PS:这里可以根据自己的需求将url对应的网址进行更换。

2.数据的处理
我们收集到的数据有很多是无用的,或者错误的,我们在打标前首先要进行一下初步的过滤,即将无用的数据先自己删除,但是我们不可能保证完全删除干净,所以在打标时仍然会出现有的图片不符合要求,进而没有打标的情况。这会导致图片的数量与标签的数量不一致,不一一对应。为解决这种情况,可以使用以下的代码:

import os

train_images_path_old = r'D:\VOC2007\JPEGImages'
train_images_path_new = r'D:\dataup\img'
train_labels_path_old = r'D:\VOC2007\Annotations'
train_labels_path_new = r'D:\dataup\xml'

os.chdir(train_images_path_old)
os.chdir(train_labels_path_old)
list_images = os.listdir(train_images_path_old)
list_labels = os.listdir(train_labels_path_old)
images_number = 0  # 图片后面加的序号
labels_number = 0  # 图片后面加的序号,用一个就行
for images_list_num in range(0, len(list_images)):  # 先遍历图片序号,再检测标签需要是否与之对应,之后改成一样的名字

    for labels_list_num in range(0, len(list_labels)):
        images_old_name = list_images[images_list_num]
        labels_old_name = list_labels[labels_list_num]
        if (images_old_name[:-3] == labels_old_name[:-3]):
            print("图片文件与标签已经对应,对应的序号为:%d" % (images_number))
            # old_name = list_images[images_list_num]
            images_number = images_number + 1
            new_name = 'new' + '-' + str(images_number)
            try:
                os.renames(str(train_images_path_old) + '\\' + str(images_old_name),  # 存图片
                           str(train_images_path_new) + '\\' + str(new_name) + '.jpg')
                os.renames(str(train_labels_path_old) + '\\' + str(labels_old_name),  # 存标签
                           str(train_labels_path_new) + '\\' + str(new_name) + '.xml')
            except (FileNotFoundError):
                print("目录或文件不存在")
        else:
            print("图片与标签不对应")
print("所有文件均改名完毕")

PS:把图片和标签的路径改为自己的,然后运行即可。
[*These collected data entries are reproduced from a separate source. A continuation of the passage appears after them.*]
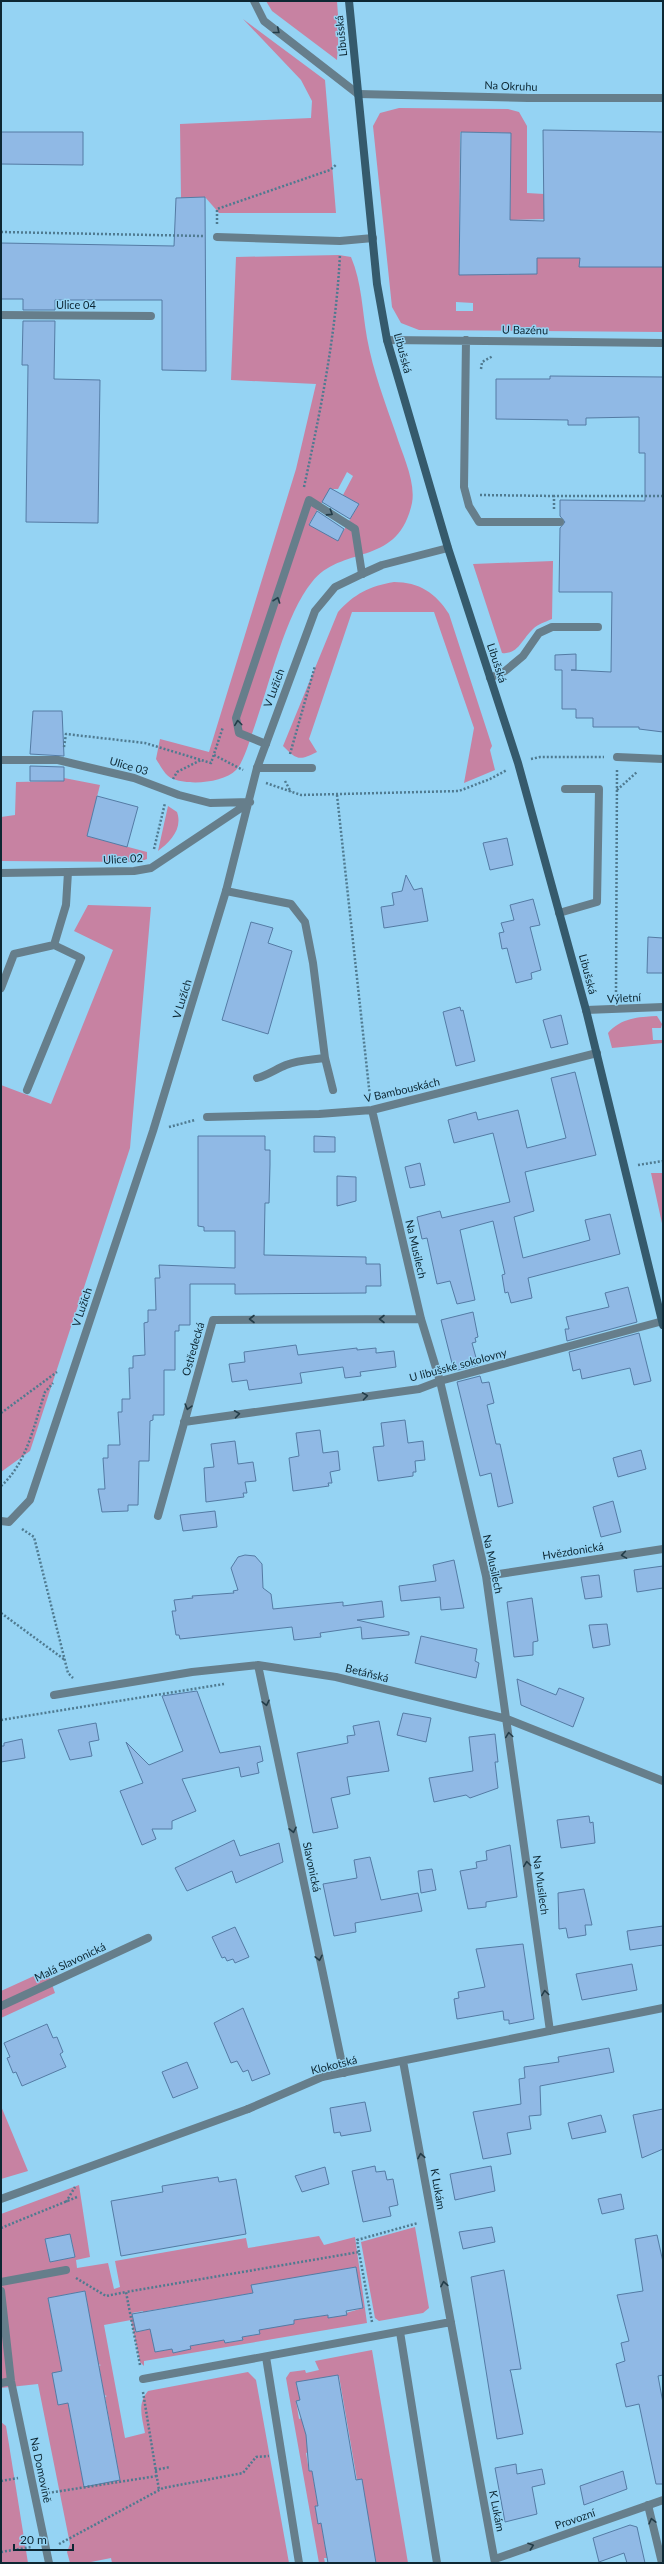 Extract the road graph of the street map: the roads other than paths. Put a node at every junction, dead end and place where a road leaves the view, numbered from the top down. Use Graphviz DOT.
graph roads {
  1 [pos="254,1"];
  2 [pos="349,1"];
  3 [pos="358,94"];
  4 [pos="663,98"];
  5 [pos="217,237"];
  6 [pos="373,238"];
  7 [pos="1,315"];
  8 [pos="151,316"];
  9 [pos="387,340"];
  10 [pos="466,340"];
  11 [pos="663,343"];
  12 [pos="557,522"];
  13 [pos="448,548"];
  14 [pos="362,574"];
  15 [pos="598,627"];
  16 [pos="490,678"];
  17 [pos="266,744"];
  18 [pos="617,758"];
  19 [pos="663,759"];
  20 [pos="1,760"];
  21 [pos="257,768"];
  22 [pos="312,768"];
  23 [pos="565,789"];
  24 [pos="250,802"];
  25 [pos="68,872"];
  26 [pos="1,873"];
  27 [pos="226,891"];
  28 [pos="559,913"];
  29 [pos="54,946"];
  30 [pos="1,988"];
  31 [pos="663,1007"];
  32 [pos="586,1010"];
  33 [pos="597,1053"];
  34 [pos="325,1058"];
  35 [pos="257,1078"];
  36 [pos="27,1090"];
  37 [pos="333,1090"];
  38 [pos="372,1110"];
  39 [pos="207,1117"];
  40 [pos="421,1319"];
  41 [pos="663,1322"];
  42 [pos="440,1381"];
  43 [pos="184,1422"];
  44 [pos="158,1516"];
  45 [pos="5,1521"];
  46 [pos="663,1549"];
  47 [pos="486,1576"];
  48 [pos="258,1665"];
  49 [pos="54,1695"];
  50 [pos="507,1719"];
  51 [pos="663,1781"];
  52 [pos="148,1938"];
  53 [pos="1,2006"];
  54 [pos="663,2008"];
  55 [pos="550,2032"];
  56 [pos="403,2061"];
  57 [pos="344,2073"];
  58 [pos="1,2200"];
  59 [pos="66,2270"];
  60 [pos="1,2282"];
  61 [pos="1,2291"];
  62 [pos="451,2322"];
  63 [pos="400,2332"];
  64 [pos="266,2357"];
  65 [pos="142,2378"];
  66 [pos="11,2381"];
  67 [pos="1,2383"];
  68 [pos="663,2500"];
  69 [pos="648,2505"];
  70 [pos="495,2561"];
  71 [pos="49,2563"];
  72 [pos="299,2563"];
  73 [pos="437,2563"];
  74 [pos="662,2563"];
  1 -- 3 [label="street, one-way"];
  2 -- 3 [label="main road, Libušská"];
  3 -- 4 [label="street, Na Okruhu"];
  3 -- 6 [label="main road, Libušská"];
  5 -- 6 [label="street"];
  6 -- 9 [label="main road, Libušská"];
  7 -- 8 [label="street, Ulice 04"];
  9 -- 10 [label="street, U Bazénu"];
  9 -- 13 [label="main road, Libušská"];
  10 -- 11 [label="street, U Bazénu"];
  10 -- 12 [label="street"];
  13 -- 14 [label="street, V Lužích"];
  13 -- 16 [label="main road, Libušská"];
  14 -- 17 [label="street, V Lužích"];
  17 -- 14 [label="street, one-way"];
  15 -- 16 [label="street"];
  16 -- 28 [label="main road, Libušská"];
  17 -- 21 [label="street, V Lužích"];
  18 -- 19 [label="street"];
  20 -- 24 [label="street, Ulice 03"];
  21 -- 22 [label="street"];
  21 -- 24 [label="street, V Lužích"];
  23 -- 28 [label="street"];
  24 -- 25 [label="street, Ulice 02"];
  24 -- 27 [label="street, V Lužích"];
  25 -- 26 [label="street, Ulice 02"];
  25 -- 29 [label="street"];
  27 -- 34 [label="street"];
  27 -- 45 [label="street, V Lužích"];
  28 -- 32 [label="main road, Libušská"];
  29 -- 30 [label="street"];
  29 -- 36 [label="street"];
  31 -- 32 [label="street, Výletní"];
  32 -- 33 [label="main road, Libušská"];
  33 -- 38 [label="street, V Bambouskách"];
  33 -- 41 [label="main road, Libušská"];
  34 -- 35 [label="street"];
  34 -- 37 [label="street"];
  38 -- 39 [label="street, V Bambouskách"];
  38 -- 40 [label="street, Na Musilech"];
  40 -- 42 [label="street, Na Musilech"];
  40 -- 43 [label="street, Ostředecká, one-way"];
  41 -- 42 [label="street, U libušské sokolovny"];
  43 -- 42 [label="street, U libušské sokolovny, one-way"];
  42 -- 47 [label="street, Na Musilech"];
  43 -- 44 [label="street, Ostředecká"];
  46 -- 47 [label="street, Hvězdonická, one-way"];
  47 -- 50 [label="street, Na Musilech"];
  48 -- 49 [label="street, Betáňská"];
  48 -- 50 [label="street, Betáňská"];
  48 -- 57 [label="street, Slavonická, one-way"];
  50 -- 51 [label="street, Betáňská"];
  55 -- 50 [label="street, Na Musilech, one-way"];
  52 -- 53 [label="street, Malá Slavonická"];
  54 -- 55 [label="street, Klokotská"];
  55 -- 56 [label="street, Klokotská"];
  56 -- 57 [label="street, Klokotská"];
  62 -- 56 [label="street, K Lukám, one-way"];
  57 -- 58 [label="street, Klokotská"];
  59 -- 60 [label="street"];
  61 -- 66 [label="street, Na Domovině"];
  62 -- 63 [label="street"];
  62 -- 70 [label="street, K Lukám"];
  63 -- 64 [label="street"];
  63 -- 73 [label="street"];
  64 -- 65 [label="street"];
  64 -- 72 [label="street"];
  66 -- 67 [label="street"];
  66 -- 71 [label="street, Na Domovině"];
  68 -- 69 [label="street, Provozní"];
  70 -- 69 [label="street, Provozní, one-way"];
  74 -- 69 [label="street, one-way"];
}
运行完后没有图片对应的标签和没有标签对应的图片会被筛出,标签和图片一一对应的会被转移到新的目标文件夹,并重新命名。

3.数据的增强
我们将数据筛选完毕后,会发现我们的数据集可能不够庞大(尤其在面对一些稀有的数据时),这时我们可以采取图像增强的方式,将一张图片通过速度,亮度,添加噪声等方式进行处理,形成多张照片并在新生成的照片上保留原来的标签。这样数据就可以成倍扩大。代码如下:

# -*- coding=utf-8 -*-

# 包括:
#     1. 裁剪(需改变bbox)
#     2. 平移(需改变bbox)
#     3. 改变亮度
#     4. 加噪声
#     5. 旋转角度(需要改变bbox)
#     6. 镜像(需要改变bbox)
#     7. cutout
# 注意:
#     random.seed(),相同的seed,产生的随机数是一样的!!

import sys
#
# ros_path = '/opt/ros/kinetic/lib/python2.7/dist-packages'
#
# if ros_path in sys.path:
#     sys.path.remove(ros_path)

import cv2
import time
import random
import os
import math
import numpy as np
from skimage.util import random_noise
from skimage import exposure
# -*- coding=utf-8 -*-
import xml.etree.ElementTree as ET

# 从xml文件中提取bounding box信息, 格式为[[x_min, y_min, x_max, y_max, name]]
def parse_xml(xml_path):
    '''
    输入:
        xml_path: xml的文件路径
    输出:
        从xml文件中提取bounding box信息, 格式为[[x_min, y_min, x_max, y_max, name]]
    '''
    tree = ET.parse(xml_path)
    root = tree.getroot()
    objs = root.findall('object')
    coords = list()
    for ix, obj in enumerate(objs):
        name = obj.find('name').text
        box = obj.find('bndbox')
        x_min = int(float(box[0].text))
        y_min = int(float(box[1].text))
        x_max = int(float(box[2].text))
        y_max = int(float(box[3].text))
        coords.append([x_min, y_min, x_max, y_max, name])
    return coords

import os
from lxml.etree import Element, SubElement, tostring
from PIL import Image

# 保存xml文件函数的核心实现,输入为图片名称image_name,分类category(一个列表,元素与bbox对应),bbox(一个列表,与分类对应),保存路径save_dir ,通道数channel
def save_xml(image_name, category, bbox, file_dir, save_dir, channel=3):
    file_path = file_dir
    print(file_path)
    img = Image.open(os.path.join(file_path, image_name))
    width = img.size[0]
    height = img.size[1]

    node_root = Element('annotation')

    node_folder = SubElement(node_root, 'folder')
    node_folder.text = 'VOC2007'

    node_filename = SubElement(node_root, 'filename')
    node_filename.text = image_name

    node_size = SubElement(node_root, 'size')
    node_width = SubElement(node_size, 'width')
    node_width.text = '%s' % width

    node_height = SubElement(node_size, 'height')
    node_height.text = '%s' % height

    node_depth = SubElement(node_size, 'depth')
    node_depth.text = '%s' % channel

    for i in range(len(bbox)):
        left, top, right, bottom = int(bbox[i][0]), int(bbox[i][1]), int(bbox[i][2]), int(bbox[i][3])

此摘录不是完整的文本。